Would you please write out each of the entries below exactly, omitting pictures?

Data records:
= = = =

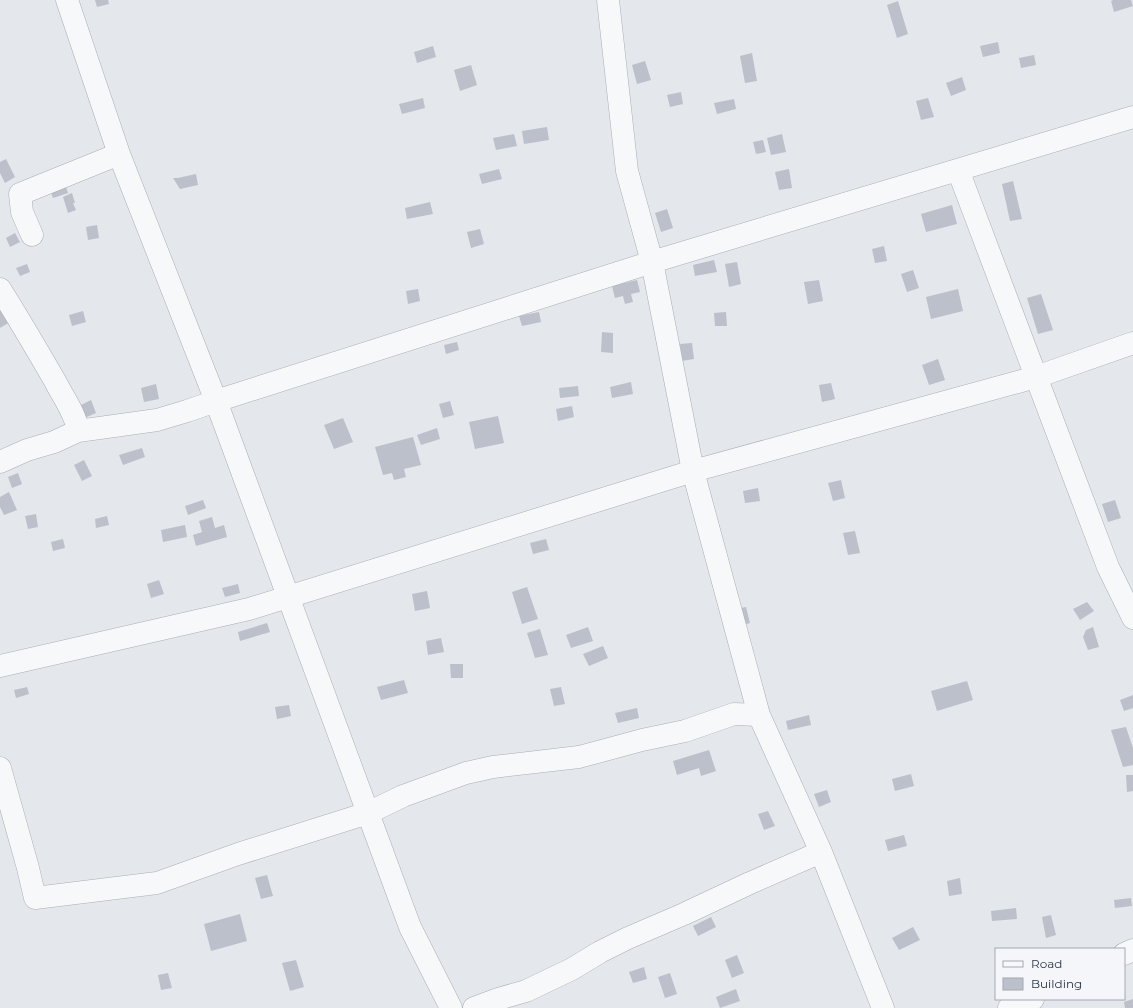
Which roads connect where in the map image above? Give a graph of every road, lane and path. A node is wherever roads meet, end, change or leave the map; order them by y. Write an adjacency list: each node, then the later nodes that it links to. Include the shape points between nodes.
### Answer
1 (67, 0): 4 (street)
2 (608, 0): 7 (street, via 627,171)
3 (1133, 117): 5 (street)
4 (119, 154): 6 (street, via 20,194 22,212); 11 (street)
5 (958, 170): 7 (street); 10 (street)
6 (32, 235)
7 (652, 262): 11 (street); 14 (street)
8 (0, 289): 12 (street, via 68,406 77,423)
9 (1133, 343): 10 (street)
10 (1036, 377): 14 (street); 16 (street, via 1108,567)
11 (216, 402): 12 (street, via 157,420); 15 (street)
12 (78, 431): 13 (street)
13 (0, 462)
14 (693, 471): 15 (street); 18 (street)
15 (289, 597): 17 (street, via 249,609); 20 (street)
16 (1133, 618)
17 (0, 666)
18 (758, 715): 20 (street, via 734,714 685,731 578,757 492,767 466,773 403,796); 21 (street)
19 (0, 768): 20 (street, via 35,898 157,883 238,854)
20 (368, 813): 23 (street, via 410,927)
21 (821, 852): 24 (street, via 628,938 526,991); 25 (street)
22 (1030, 1000): 26 (street)
23 (448, 1007)
24 (474, 1008)
25 (883, 1008)
26 (1009, 1008)

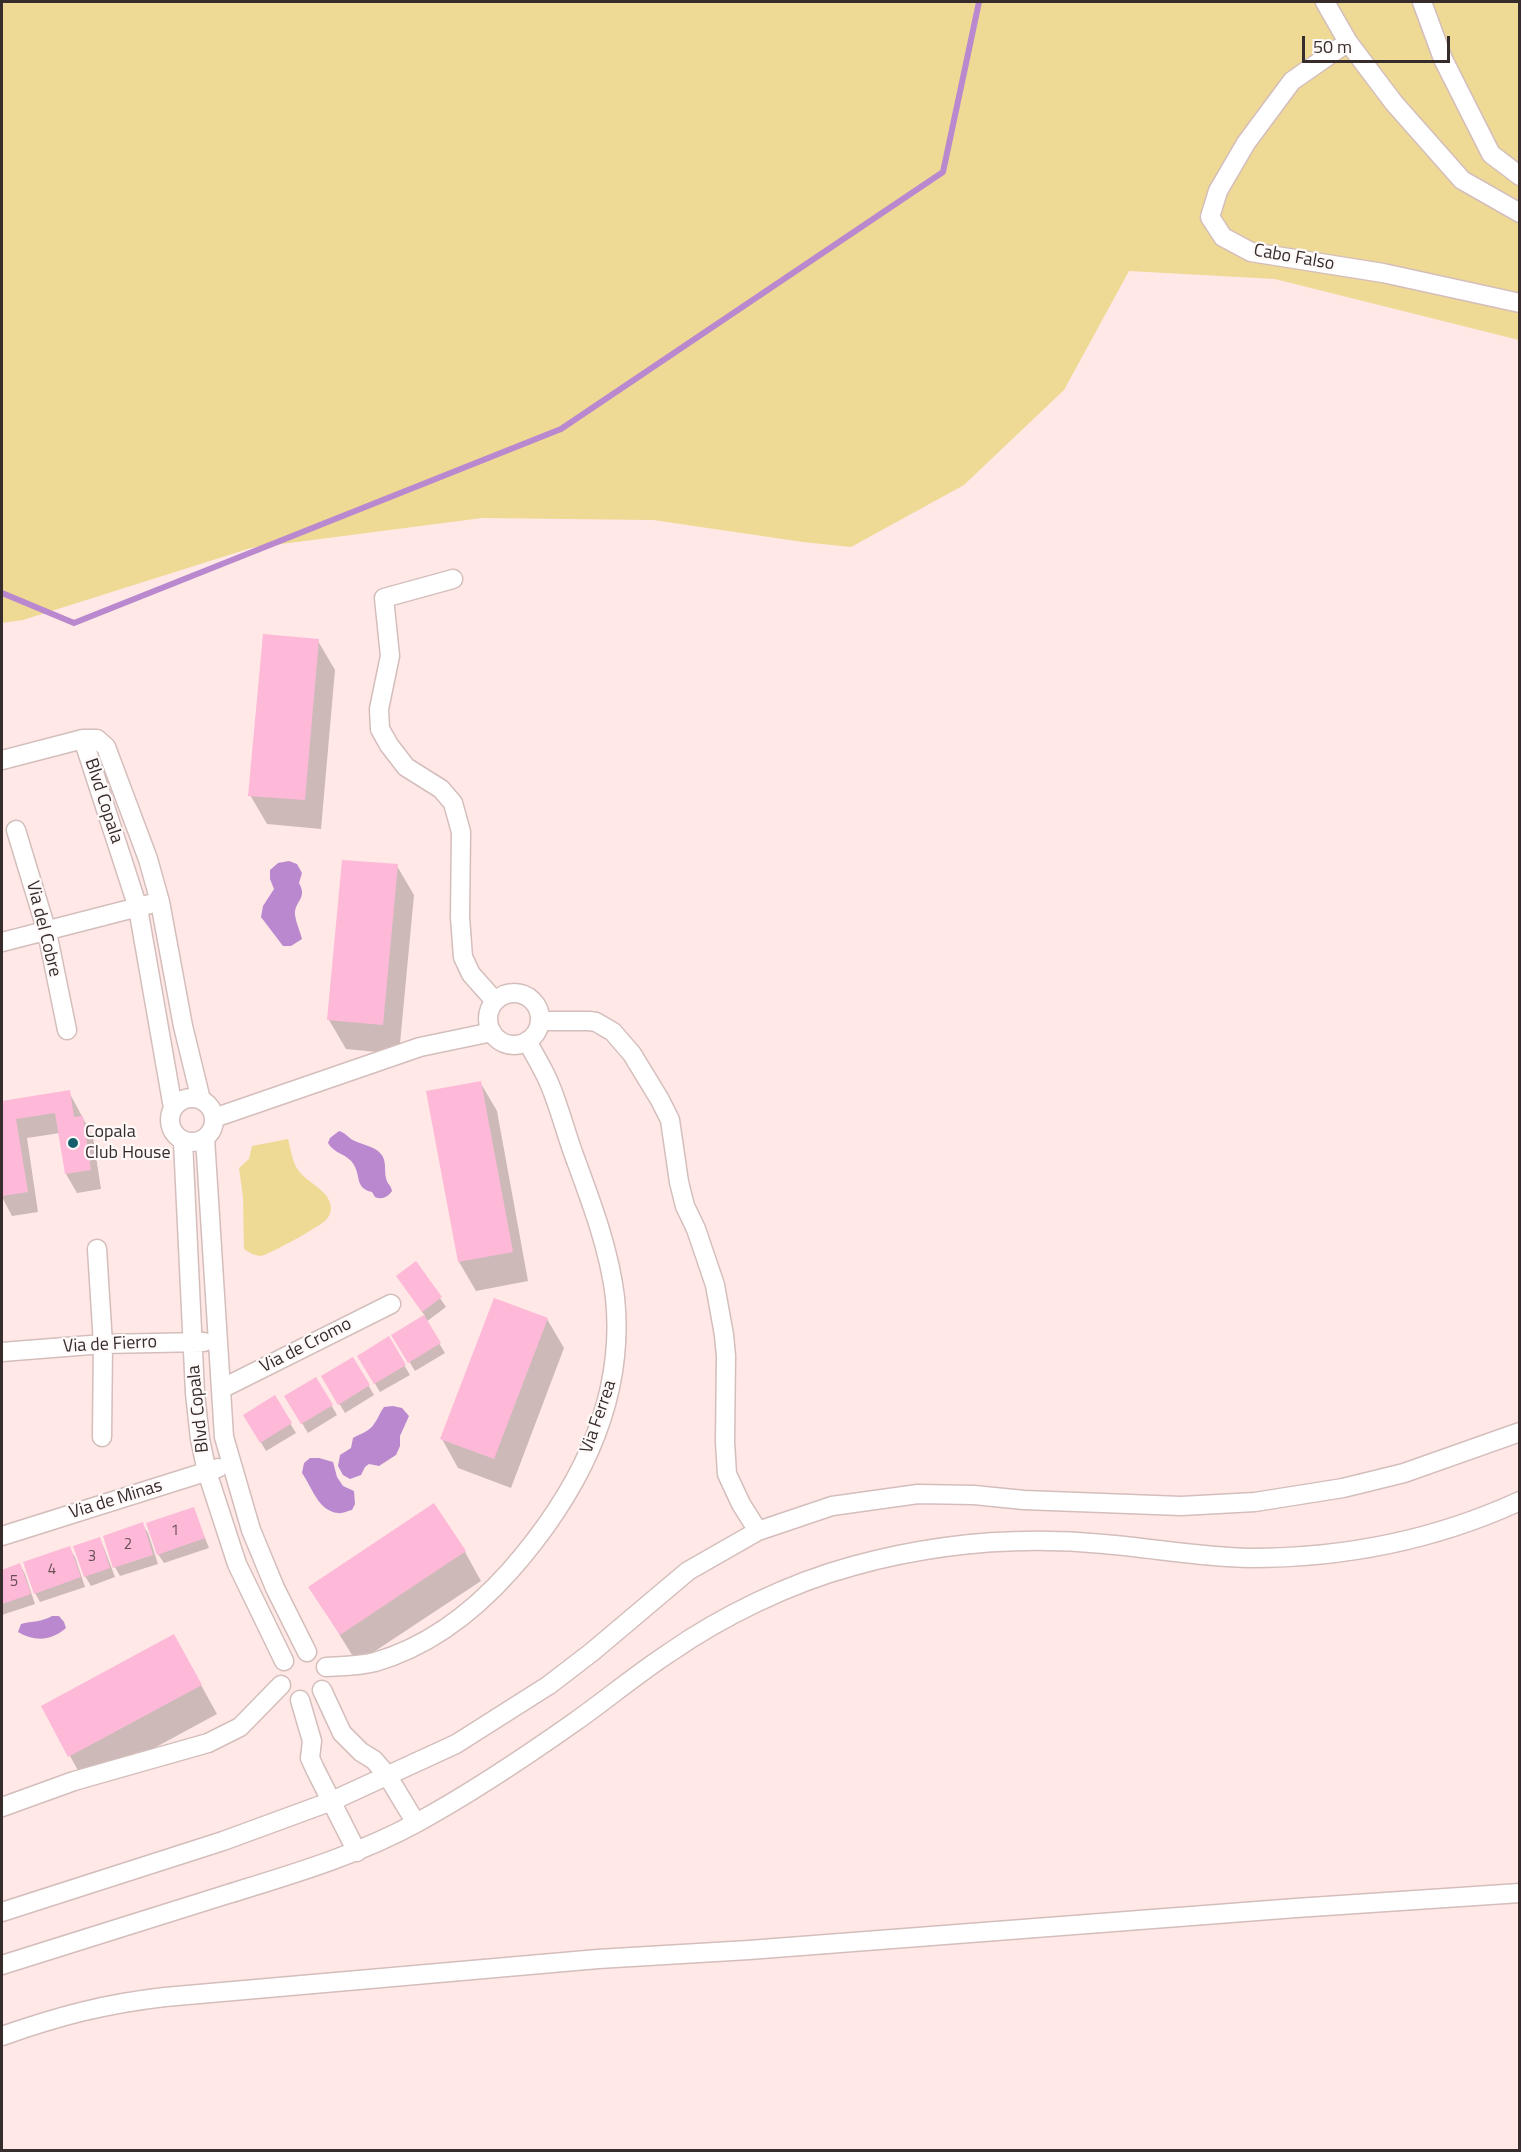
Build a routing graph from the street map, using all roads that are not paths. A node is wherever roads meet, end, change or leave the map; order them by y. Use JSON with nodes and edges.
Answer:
{"nodes":[{"id":1,"x":1325,"y":2,"type":"edge"},
{"id":2,"x":1422,"y":2,"type":"edge"},
{"id":3,"x":1348,"y":42,"type":"junction"},
{"id":4,"x":1520,"y":176,"type":"edge"},
{"id":5,"x":1520,"y":213,"type":"edge"},
{"id":6,"x":1520,"y":303,"type":"edge"},
{"id":7,"x":453,"y":579,"type":"dead end"},
{"id":8,"x":82,"y":738,"type":"junction"},
{"id":9,"x":2,"y":760,"type":"edge"},
{"id":10,"x":16,"y":830,"type":"dead end"},
{"id":11,"x":160,"y":902,"type":"junction"},
{"id":12,"x":138,"y":908,"type":"junction"},
{"id":13,"x":47,"y":932,"type":"junction"},
{"id":14,"x":2,"y":942,"type":"edge"},
{"id":15,"x":495,"y":1001,"type":"junction"},
{"id":16,"x":540,"y":1021,"type":"junction"},
{"id":17,"x":67,"y":1029,"type":"dead end"},
{"id":18,"x":492,"y":1032,"type":"junction"},
{"id":19,"x":527,"y":1041,"type":"junction"},
{"id":20,"x":201,"y":1100,"type":"junction"},
{"id":21,"x":173,"y":1108,"type":"junction"},
{"id":22,"x":214,"y":1118,"type":"junction"},
{"id":23,"x":205,"y":1138,"type":"junction"},
{"id":24,"x":183,"y":1141,"type":"junction"},
{"id":25,"x":97,"y":1249,"type":"dead end"},
{"id":26,"x":391,"y":1304,"type":"dead end"},
{"id":27,"x":194,"y":1342,"type":"junction"},
{"id":28,"x":218,"y":1343,"type":"junction"},
{"id":29,"x":103,"y":1344,"type":"junction"},
{"id":30,"x":2,"y":1352,"type":"edge"},
{"id":31,"x":221,"y":1389,"type":"junction"},
{"id":32,"x":1520,"y":1432,"type":"edge"},
{"id":33,"x":102,"y":1437,"type":"dead end"},
{"id":34,"x":231,"y":1463,"type":"junction"},
{"id":35,"x":207,"y":1472,"type":"junction"},
{"id":36,"x":1520,"y":1501,"type":"edge"},
{"id":37,"x":758,"y":1531,"type":"junction"},
{"id":38,"x":2,"y":1536,"type":"edge"},
{"id":39,"x":307,"y":1652,"type":"junction"},
{"id":40,"x":284,"y":1661,"type":"junction"},
{"id":41,"x":326,"y":1666,"type":"junction"},
{"id":42,"x":281,"y":1685,"type":"junction"},
{"id":43,"x":322,"y":1690,"type":"junction"},
{"id":44,"x":300,"y":1700,"type":"junction"},
{"id":45,"x":387,"y":1775,"type":"junction"},
{"id":46,"x":332,"y":1801,"type":"junction"},
{"id":47,"x":2,"y":1807,"type":"edge"},
{"id":48,"x":416,"y":1823,"type":"junction"},
{"id":49,"x":357,"y":1852,"type":"junction"},
{"id":50,"x":1520,"y":1893,"type":"edge"},
{"id":51,"x":2,"y":1912,"type":"edge"},
{"id":52,"x":2,"y":1965,"type":"edge"},
{"id":53,"x":2,"y":2036,"type":"edge"}],
"edges":[{"from":1,"to":3,"type":"street"},
{"from":2,"to":4,"type":"street"},
{"from":3,"to":5,"type":"street"},
{"from":3,"to":6,"type":"street","name":"Cabo Falso"},
{"from":7,"to":15,"type":"street"},
{"from":8,"to":9,"type":"street"},
{"from":8,"to":11,"type":"street","name":"Blvd Copala"},
{"from":8,"to":12,"type":"street","name":"Blvd Copala"},
{"from":10,"to":13,"type":"street","name":"Via del Cobre"},
{"from":11,"to":12,"type":"street"},
{"from":11,"to":20,"type":"street","name":"Blvd Copala"},
{"from":12,"to":13,"type":"street"},
{"from":12,"to":21,"type":"street","name":"Blvd Copala"},
{"from":13,"to":14,"type":"street"},
{"from":13,"to":17,"type":"street","name":"Via del Cobre"},
{"from":15,"to":16,"type":"street"},
{"from":15,"to":18,"type":"street"},
{"from":16,"to":19,"type":"street"},
{"from":16,"to":37,"type":"street"},
{"from":18,"to":19,"type":"street"},
{"from":18,"to":22,"type":"street"},
{"from":19,"to":41,"type":"street","name":"Via Ferrea"},
{"from":20,"to":21,"type":"street"},
{"from":20,"to":22,"type":"street","name":"Blvd Copala"},
{"from":21,"to":24,"type":"street","name":"Blvd Copala"},
{"from":22,"to":23,"type":"street","name":"Blvd Copala"},
{"from":23,"to":24,"type":"street"},
{"from":23,"to":28,"type":"street","name":"Blvd Copala"},
{"from":24,"to":27,"type":"street","name":"Blvd Copala"},
{"from":25,"to":29,"type":"street"},
{"from":26,"to":31,"type":"street","name":"Via de Cromo"},
{"from":27,"to":28,"type":"street","name":"Via de Fierro"},
{"from":27,"to":29,"type":"street","name":"Via de Fierro"},
{"from":27,"to":35,"type":"street","name":"Blvd Copala"},
{"from":28,"to":31,"type":"street","name":"Blvd Copala"},
{"from":29,"to":30,"type":"street","name":"Via de Fierro"},
{"from":29,"to":33,"type":"street"},
{"from":31,"to":34,"type":"street","name":"Blvd Copala"},
{"from":32,"to":37,"type":"street"},
{"from":34,"to":35,"type":"street","name":"Via de Minas"},
{"from":34,"to":39,"type":"street","name":"Blvd Copala"},
{"from":35,"to":38,"type":"street","name":"Via de Minas"},
{"from":35,"to":40,"type":"street","name":"Blvd Copala"},
{"from":36,"to":48,"type":"street"},
{"from":37,"to":45,"type":"street"},
{"from":39,"to":40,"type":"street"},
{"from":39,"to":41,"type":"street"},
{"from":40,"to":42,"type":"street"},
{"from":41,"to":43,"type":"street"},
{"from":42,"to":44,"type":"street"},
{"from":42,"to":47,"type":"street"},
{"from":43,"to":44,"type":"street"},
{"from":43,"to":45,"type":"street"},
{"from":44,"to":46,"type":"street"},
{"from":45,"to":46,"type":"street"},
{"from":45,"to":48,"type":"street"},
{"from":46,"to":49,"type":"street"},
{"from":46,"to":51,"type":"street"},
{"from":48,"to":49,"type":"street"},
{"from":49,"to":52,"type":"street"},
{"from":50,"to":53,"type":"street"}]}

= = = =

Response for this exercise:
Which roads connect where in the map image above? Give a graph of every road, lane and path. A node is wherever roads meet, end, change or leave the map; order them by y. Write an adjacency list: each node, then the later nodes that it links to. Include the shape points between nodes.
### Answer
1 (67, 0): 4 (street)
2 (608, 0): 7 (street, via 627,171)
3 (1133, 117): 5 (street)
4 (119, 154): 6 (street, via 20,194 22,212); 11 (street)
5 (958, 170): 7 (street); 10 (street)
6 (32, 235)
7 (652, 262): 11 (street); 14 (street)
8 (0, 289): 12 (street, via 68,406 77,423)
9 (1133, 343): 10 (street)
10 (1036, 377): 14 (street); 16 (street, via 1108,567)
11 (216, 402): 12 (street, via 157,420); 15 (street)
12 (78, 431): 13 (street)
13 (0, 462)
14 (693, 471): 15 (street); 18 (street)
15 (289, 597): 17 (street, via 249,609); 20 (street)
16 (1133, 618)
17 (0, 666)
18 (758, 715): 20 (street, via 734,714 685,731 578,757 492,767 466,773 403,796); 21 (street)
19 (0, 768): 20 (street, via 35,898 157,883 238,854)
20 (368, 813): 23 (street, via 410,927)
21 (821, 852): 24 (street, via 628,938 526,991); 25 (street)
22 (1030, 1000): 26 (street)
23 (448, 1007)
24 (474, 1008)
25 (883, 1008)
26 (1009, 1008)

Build a routing graph from the street map, using all roads that are not paths. A node is wherever roads meet, end, change or leave the map; order them by y. Use JSON with nodes and edges.
Answer:
{"nodes":[{"id":1,"x":1325,"y":2,"type":"edge"},
{"id":2,"x":1422,"y":2,"type":"edge"},
{"id":3,"x":1348,"y":42,"type":"junction"},
{"id":4,"x":1520,"y":176,"type":"edge"},
{"id":5,"x":1520,"y":213,"type":"edge"},
{"id":6,"x":1520,"y":303,"type":"edge"},
{"id":7,"x":453,"y":579,"type":"dead end"},
{"id":8,"x":82,"y":738,"type":"junction"},
{"id":9,"x":2,"y":760,"type":"edge"},
{"id":10,"x":16,"y":830,"type":"dead end"},
{"id":11,"x":160,"y":902,"type":"junction"},
{"id":12,"x":138,"y":908,"type":"junction"},
{"id":13,"x":47,"y":932,"type":"junction"},
{"id":14,"x":2,"y":942,"type":"edge"},
{"id":15,"x":495,"y":1001,"type":"junction"},
{"id":16,"x":540,"y":1021,"type":"junction"},
{"id":17,"x":67,"y":1029,"type":"dead end"},
{"id":18,"x":492,"y":1032,"type":"junction"},
{"id":19,"x":527,"y":1041,"type":"junction"},
{"id":20,"x":201,"y":1100,"type":"junction"},
{"id":21,"x":173,"y":1108,"type":"junction"},
{"id":22,"x":214,"y":1118,"type":"junction"},
{"id":23,"x":205,"y":1138,"type":"junction"},
{"id":24,"x":183,"y":1141,"type":"junction"},
{"id":25,"x":97,"y":1249,"type":"dead end"},
{"id":26,"x":391,"y":1304,"type":"dead end"},
{"id":27,"x":194,"y":1342,"type":"junction"},
{"id":28,"x":218,"y":1343,"type":"junction"},
{"id":29,"x":103,"y":1344,"type":"junction"},
{"id":30,"x":2,"y":1352,"type":"edge"},
{"id":31,"x":221,"y":1389,"type":"junction"},
{"id":32,"x":1520,"y":1432,"type":"edge"},
{"id":33,"x":102,"y":1437,"type":"dead end"},
{"id":34,"x":231,"y":1463,"type":"junction"},
{"id":35,"x":207,"y":1472,"type":"junction"},
{"id":36,"x":1520,"y":1501,"type":"edge"},
{"id":37,"x":758,"y":1531,"type":"junction"},
{"id":38,"x":2,"y":1536,"type":"edge"},
{"id":39,"x":307,"y":1652,"type":"junction"},
{"id":40,"x":284,"y":1661,"type":"junction"},
{"id":41,"x":326,"y":1666,"type":"junction"},
{"id":42,"x":281,"y":1685,"type":"junction"},
{"id":43,"x":322,"y":1690,"type":"junction"},
{"id":44,"x":300,"y":1700,"type":"junction"},
{"id":45,"x":387,"y":1775,"type":"junction"},
{"id":46,"x":332,"y":1801,"type":"junction"},
{"id":47,"x":2,"y":1807,"type":"edge"},
{"id":48,"x":416,"y":1823,"type":"junction"},
{"id":49,"x":357,"y":1852,"type":"junction"},
{"id":50,"x":1520,"y":1893,"type":"edge"},
{"id":51,"x":2,"y":1912,"type":"edge"},
{"id":52,"x":2,"y":1965,"type":"edge"},
{"id":53,"x":2,"y":2036,"type":"edge"}],
"edges":[{"from":1,"to":3,"type":"street"},
{"from":2,"to":4,"type":"street"},
{"from":3,"to":5,"type":"street"},
{"from":3,"to":6,"type":"street","name":"Cabo Falso"},
{"from":7,"to":15,"type":"street"},
{"from":8,"to":9,"type":"street"},
{"from":8,"to":11,"type":"street","name":"Blvd Copala"},
{"from":8,"to":12,"type":"street","name":"Blvd Copala"},
{"from":10,"to":13,"type":"street","name":"Via del Cobre"},
{"from":11,"to":12,"type":"street"},
{"from":11,"to":20,"type":"street","name":"Blvd Copala"},
{"from":12,"to":13,"type":"street"},
{"from":12,"to":21,"type":"street","name":"Blvd Copala"},
{"from":13,"to":14,"type":"street"},
{"from":13,"to":17,"type":"street","name":"Via del Cobre"},
{"from":15,"to":16,"type":"street"},
{"from":15,"to":18,"type":"street"},
{"from":16,"to":19,"type":"street"},
{"from":16,"to":37,"type":"street"},
{"from":18,"to":19,"type":"street"},
{"from":18,"to":22,"type":"street"},
{"from":19,"to":41,"type":"street","name":"Via Ferrea"},
{"from":20,"to":21,"type":"street"},
{"from":20,"to":22,"type":"street","name":"Blvd Copala"},
{"from":21,"to":24,"type":"street","name":"Blvd Copala"},
{"from":22,"to":23,"type":"street","name":"Blvd Copala"},
{"from":23,"to":24,"type":"street"},
{"from":23,"to":28,"type":"street","name":"Blvd Copala"},
{"from":24,"to":27,"type":"street","name":"Blvd Copala"},
{"from":25,"to":29,"type":"street"},
{"from":26,"to":31,"type":"street","name":"Via de Cromo"},
{"from":27,"to":28,"type":"street","name":"Via de Fierro"},
{"from":27,"to":29,"type":"street","name":"Via de Fierro"},
{"from":27,"to":35,"type":"street","name":"Blvd Copala"},
{"from":28,"to":31,"type":"street","name":"Blvd Copala"},
{"from":29,"to":30,"type":"street","name":"Via de Fierro"},
{"from":29,"to":33,"type":"street"},
{"from":31,"to":34,"type":"street","name":"Blvd Copala"},
{"from":32,"to":37,"type":"street"},
{"from":34,"to":35,"type":"street","name":"Via de Minas"},
{"from":34,"to":39,"type":"street","name":"Blvd Copala"},
{"from":35,"to":38,"type":"street","name":"Via de Minas"},
{"from":35,"to":40,"type":"street","name":"Blvd Copala"},
{"from":36,"to":48,"type":"street"},
{"from":37,"to":45,"type":"street"},
{"from":39,"to":40,"type":"street"},
{"from":39,"to":41,"type":"street"},
{"from":40,"to":42,"type":"street"},
{"from":41,"to":43,"type":"street"},
{"from":42,"to":44,"type":"street"},
{"from":42,"to":47,"type":"street"},
{"from":43,"to":44,"type":"street"},
{"from":43,"to":45,"type":"street"},
{"from":44,"to":46,"type":"street"},
{"from":45,"to":46,"type":"street"},
{"from":45,"to":48,"type":"street"},
{"from":46,"to":49,"type":"street"},
{"from":46,"to":51,"type":"street"},
{"from":48,"to":49,"type":"street"},
{"from":49,"to":52,"type":"street"},
{"from":50,"to":53,"type":"street"}]}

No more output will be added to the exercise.